Now that most of the votes are in, here’s my stab at the top three winners and losers:

Winners
1. PVV: Self explanatory.
2. BBB: Failed to get the kind of massive result that looked possible earlier in the year, but then I get the impression that that was never the real purpose of the party. They nonetheless increased vote and seat share and have room to grow in the regions should NSC disappoint.
3. NSC: Failed to live up to the early campaign hype, but didn’t collapse completely either and will be vital to any government formation.

Losers
1. CDA: Catastrophically bad result for a party that was originally created to be a mass party with mass appeal. They’re now little more than a minor party and offer nothing that no other party doesn’t offer more convincingly. Had a dreadful result in Overijssel, previously their strongest province, where their vote seems to have gone over to NSC en masse.
2. GL-PvdA: Came second and increased their vote share, but in the end not by all that much (they only improved on their combined 2017 vote share by less than a point), and this came mostly at the expense of cannibalising other liberal and left-leaning parties, who had a pretty uniformly dreadful night.
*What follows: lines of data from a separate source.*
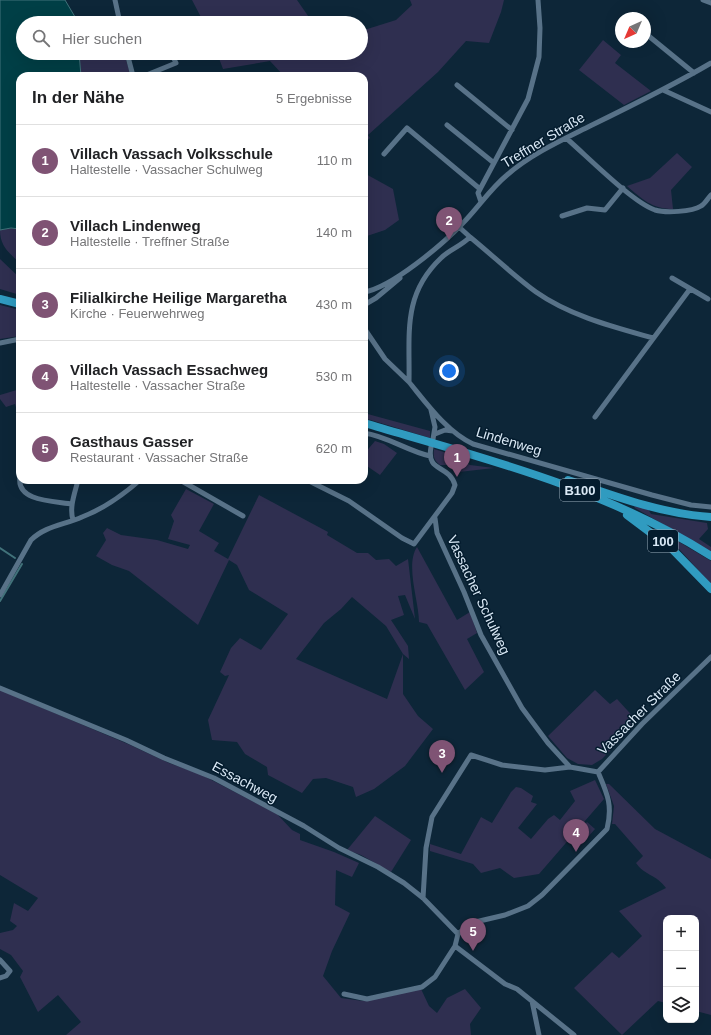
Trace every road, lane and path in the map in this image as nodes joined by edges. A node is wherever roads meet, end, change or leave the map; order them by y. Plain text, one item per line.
1 (115, 0) edge
2 (538, 0) edge
3 (703, 0) edge
4 (711, 3) edge
5 (118, 16) edge
6 (651, 38) edge
7 (129, 60) edge
8 (174, 60) edge
9 (711, 63) edge
10 (132, 72) edge
11 (154, 72) edge
12 (694, 73) junction
13 (457, 85) dead end
14 (663, 90) junction
15 (711, 112) edge
16 (447, 125) dead end
17 (512, 130) junction
18 (566, 138) junction
19 (384, 154) dead end
20 (494, 163) junction
21 (623, 188) junction
22 (480, 189) junction
23 (711, 195) edge
24 (481, 202) junction
25 (562, 216) dead end
26 (459, 227) junction
27 (470, 237) junction
28 (403, 274) junction
29 (672, 278) dead end
30 (690, 289) junction
31 (368, 291) edge
32 (0, 299) edge
33 (708, 299) dead end
34 (16, 303) edge
35 (368, 303) edge
36 (368, 333) edge
37 (653, 338) junction
38 (16, 340) edge
39 (0, 343) edge
40 (409, 382) junction
41 (431, 409) junction
42 (595, 417) dead end
43 (368, 424) edge
44 (453, 430) junction
45 (368, 434) edge
46 (431, 447) dead end
47 (430, 456) junction
48 (551, 479) junction
49 (20, 484) edge
50 (77, 484) edge
51 (134, 484) edge
52 (187, 484) edge
53 (316, 484) edge
54 (608, 501) junction
55 (72, 504) junction
56 (711, 507) edge
57 (243, 516) dead end
58 (710, 517) edge
59 (435, 518) junction
60 (73, 520) junction
61 (711, 556) edge
62 (711, 589) edge
63 (0, 595) edge
64 (711, 657) edge
65 (0, 688) edge
66 (570, 767) junction
67 (598, 772) junction
68 (423, 898) junction
69 (458, 934) junction
70 (455, 946) junction
71 (0, 960) edge
72 (0, 978) edge
73 (344, 994) dead end
74 (532, 1001) junction
75 (539, 1035) edge
76 (574, 1035) edge

1 - 5 street
2 - 17 street
3 - 4 street
6 - 12 street
7 - 10 street
8 - 11 street
9 - 12 street, Treffner Straße
12 - 14 street, Treffner Straße
13 - 17 street
14 - 15 street
14 - 18 street, Treffner Straße
16 - 20 street
17 - 20 street
18 - 21 street
18 - 24 street, Treffner Straße
19 - 22 street
20 - 22 street
21 - 23 street
21 - 25 street
22 - 24 street
24 - 26 street, Treffner Straße
26 - 27 street
26 - 28 street, Treffner Straße
27 - 37 street
27 - 40 street
28 - 31 street, Treffner Straße
28 - 35 street
29 - 30 street
30 - 33 street
30 - 37 street
32 - 34 main road
36 - 40 street, Lindenweg
37 - 42 street
38 - 39 street
40 - 41 street, Lindenweg
41 - 44 street, Lindenweg
41 - 44 street
43 - 48 main road, B100
44 - 56 street, Lindenweg
45 - 47 street
46 - 47 street
47 - 59 street
48 - 54 main road, B100
48 - 58 main road, 100
49 - 55 street
50 - 55 street
51 - 60 street
52 - 57 street
53 - 59 street
54 - 61 main road, B100
54 - 62 main road, 100
55 - 60 street
59 - 66 street, Vassacher Schulweg
60 - 63 street
64 - 67 street, Vassacher Straße
65 - 68 street, Essachweg
66 - 67 street
66 - 68 street
67 - 69 street, Vassacher Straße
68 - 69 street, Essachweg
69 - 70 street
70 - 73 street
70 - 74 street
71 - 72 street
74 - 75 street
74 - 76 street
3. NSC: A winner and a loser - on this side of the ledger, they underperformed expectations at the start of the campaign and their pool of voters looks so heterogeneous that they stand to lose a large chunk of their voters no matter who they go with in government (although I do think propping up a Timmermans-led government would be worse for them, given the fact they got their strongest results in places like Overijssel.